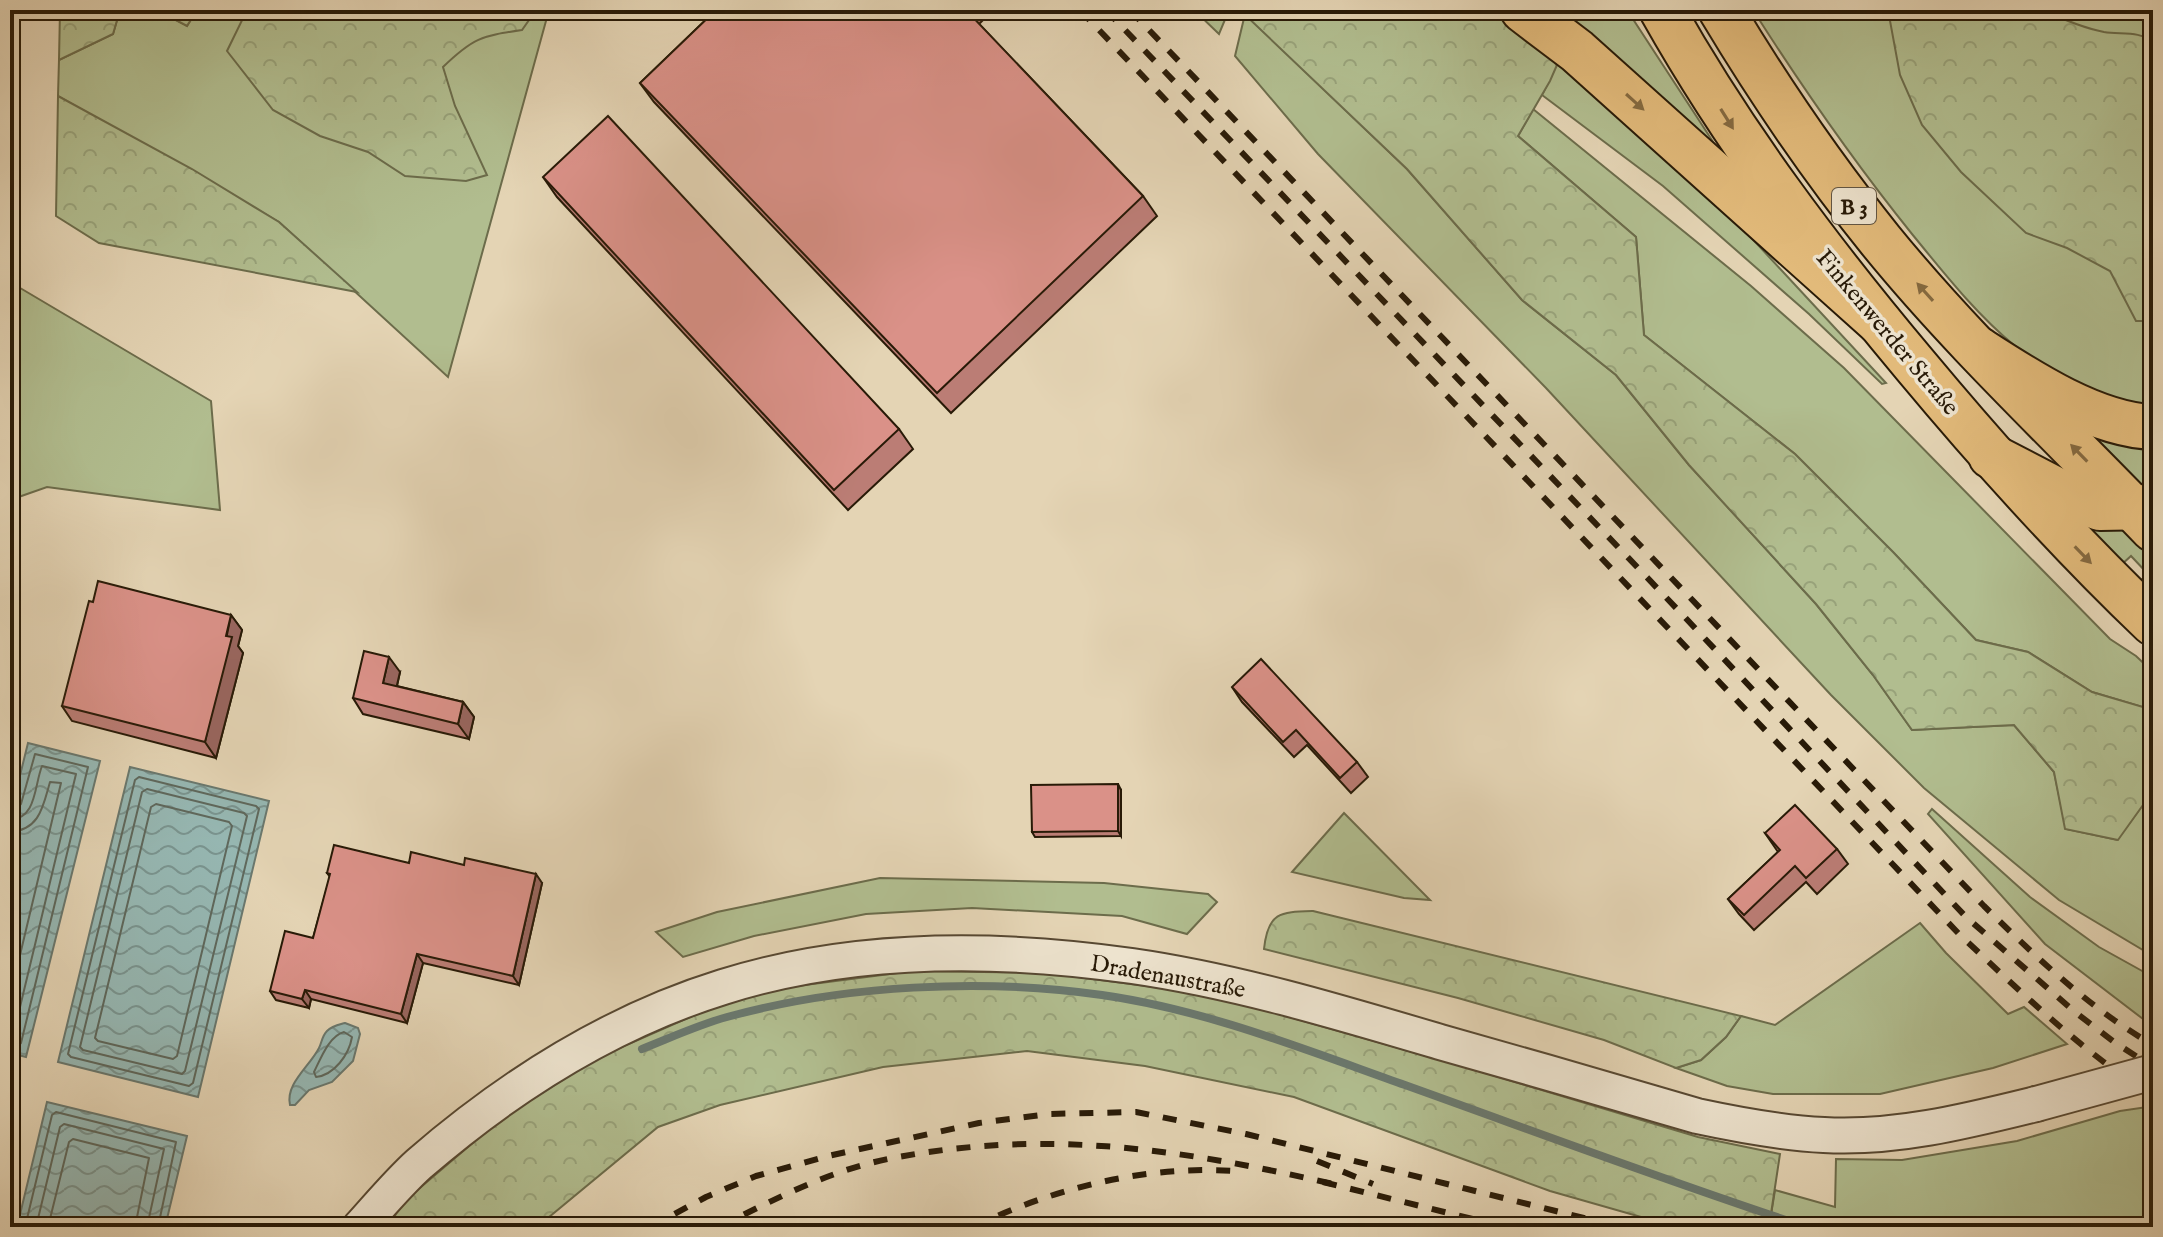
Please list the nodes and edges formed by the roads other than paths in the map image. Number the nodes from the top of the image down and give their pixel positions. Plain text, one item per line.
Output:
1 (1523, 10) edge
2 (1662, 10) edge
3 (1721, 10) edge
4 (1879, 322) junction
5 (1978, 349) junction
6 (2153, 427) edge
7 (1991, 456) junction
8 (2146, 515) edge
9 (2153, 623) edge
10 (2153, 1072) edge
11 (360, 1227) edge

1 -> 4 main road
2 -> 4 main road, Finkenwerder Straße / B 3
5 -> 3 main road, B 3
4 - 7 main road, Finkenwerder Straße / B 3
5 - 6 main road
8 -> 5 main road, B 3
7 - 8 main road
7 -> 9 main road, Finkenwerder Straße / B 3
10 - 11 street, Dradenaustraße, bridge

━━━

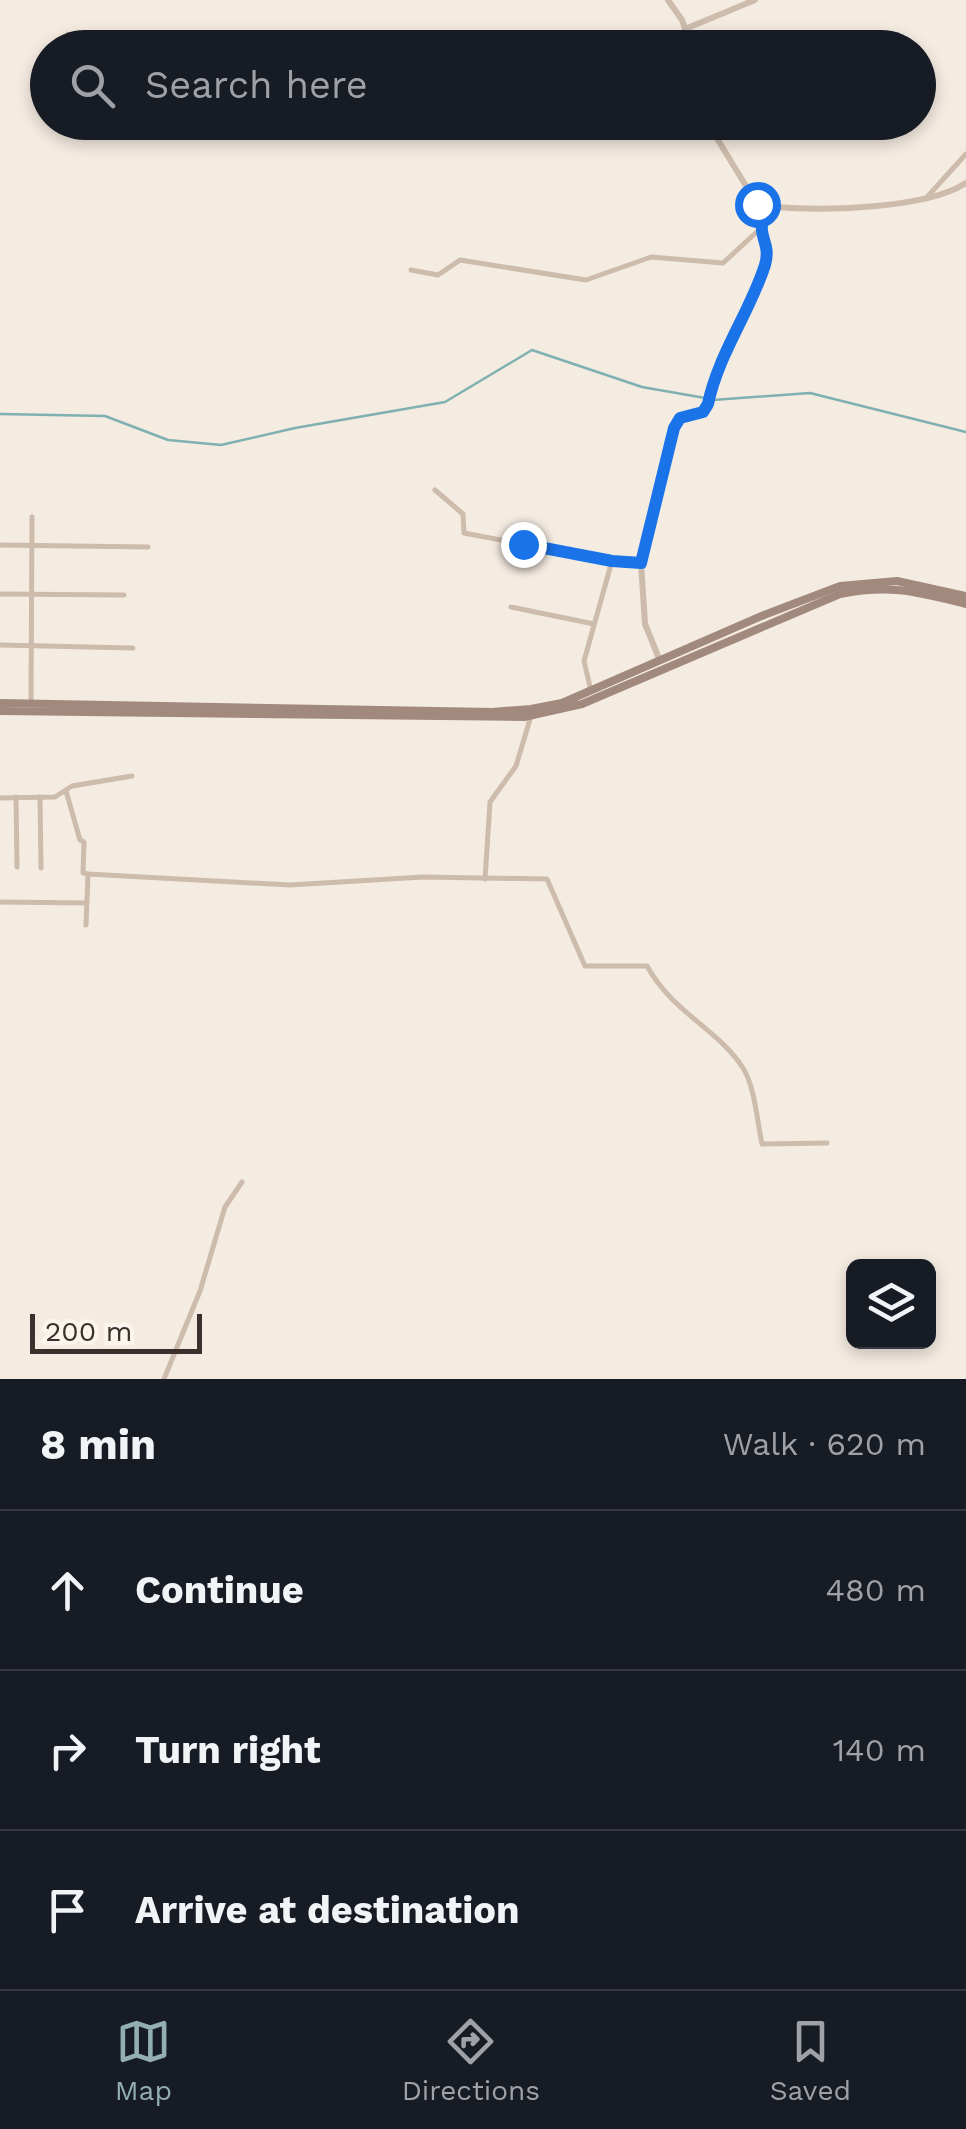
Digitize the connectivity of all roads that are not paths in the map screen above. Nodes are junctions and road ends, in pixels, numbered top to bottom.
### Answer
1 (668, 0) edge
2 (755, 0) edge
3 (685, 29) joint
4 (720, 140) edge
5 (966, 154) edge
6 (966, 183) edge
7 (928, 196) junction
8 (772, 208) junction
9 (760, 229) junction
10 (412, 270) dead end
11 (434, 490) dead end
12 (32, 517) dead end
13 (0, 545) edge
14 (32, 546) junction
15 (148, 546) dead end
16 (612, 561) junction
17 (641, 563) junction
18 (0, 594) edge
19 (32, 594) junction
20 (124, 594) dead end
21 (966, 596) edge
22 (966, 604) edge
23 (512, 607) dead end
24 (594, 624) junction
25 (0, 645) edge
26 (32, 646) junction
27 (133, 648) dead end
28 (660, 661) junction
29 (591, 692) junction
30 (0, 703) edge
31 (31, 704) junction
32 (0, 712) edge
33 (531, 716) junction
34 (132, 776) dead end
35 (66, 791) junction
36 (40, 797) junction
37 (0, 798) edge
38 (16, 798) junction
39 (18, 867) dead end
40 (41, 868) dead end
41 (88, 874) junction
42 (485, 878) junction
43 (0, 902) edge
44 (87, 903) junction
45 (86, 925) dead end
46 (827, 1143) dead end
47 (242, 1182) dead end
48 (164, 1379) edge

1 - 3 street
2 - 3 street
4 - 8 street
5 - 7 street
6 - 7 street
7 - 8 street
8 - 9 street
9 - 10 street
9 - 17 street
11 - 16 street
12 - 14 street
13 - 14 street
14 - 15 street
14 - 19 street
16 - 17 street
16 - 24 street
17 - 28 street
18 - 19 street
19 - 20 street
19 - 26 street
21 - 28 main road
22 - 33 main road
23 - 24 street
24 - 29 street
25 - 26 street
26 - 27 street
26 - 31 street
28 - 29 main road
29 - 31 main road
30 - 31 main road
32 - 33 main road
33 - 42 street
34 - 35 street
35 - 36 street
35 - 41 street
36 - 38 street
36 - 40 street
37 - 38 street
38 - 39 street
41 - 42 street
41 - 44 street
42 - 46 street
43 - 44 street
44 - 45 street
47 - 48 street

━━━

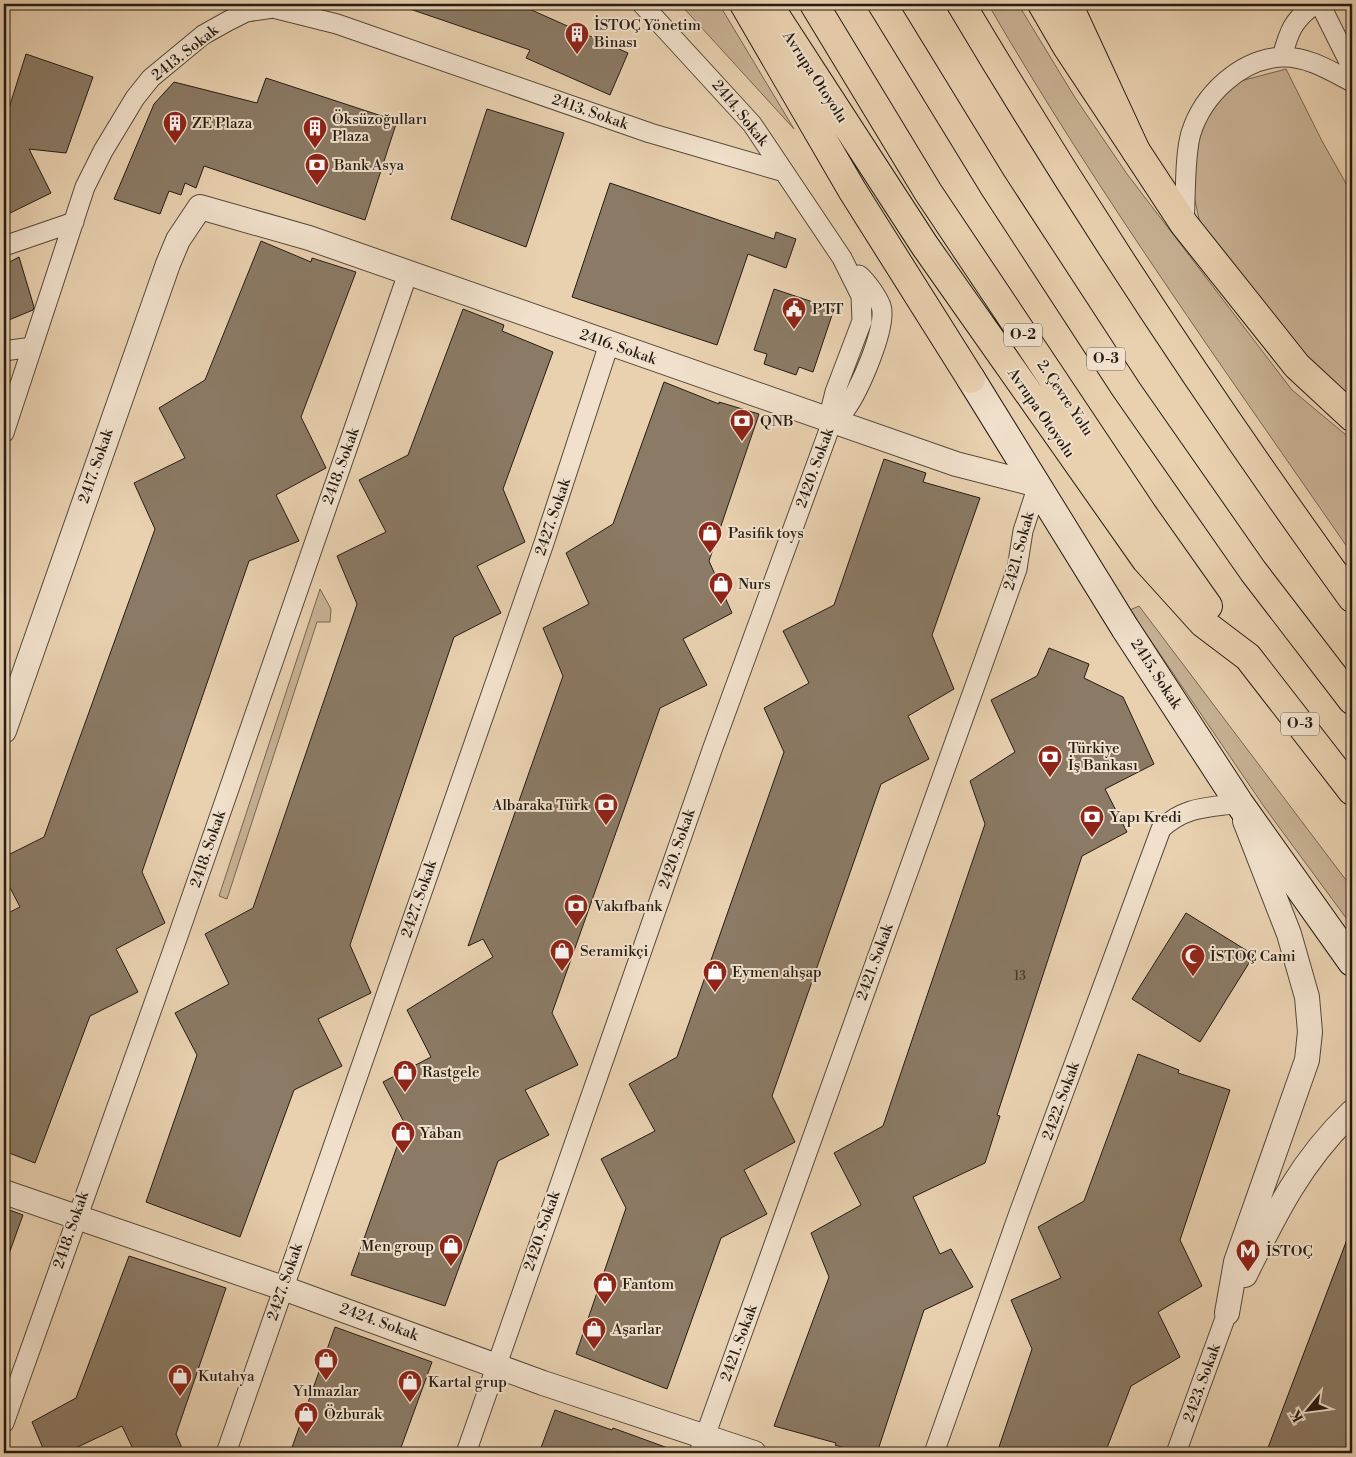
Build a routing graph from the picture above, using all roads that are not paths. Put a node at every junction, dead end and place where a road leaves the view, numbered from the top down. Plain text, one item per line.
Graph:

━━━

Search the data above for the string "from". Report every line where it is found.

Please list the nodes and edges formed by the roads other than paths in the map image. Number the nodes from the top of the image down and give their pixel positions. Plain text, one item per line.
Build a routing graph from the picture above, using all roads that are not paths. Put a node at every junction, dead end and place where a road leaves the view, numbered from the top down. Plain text, one item per line.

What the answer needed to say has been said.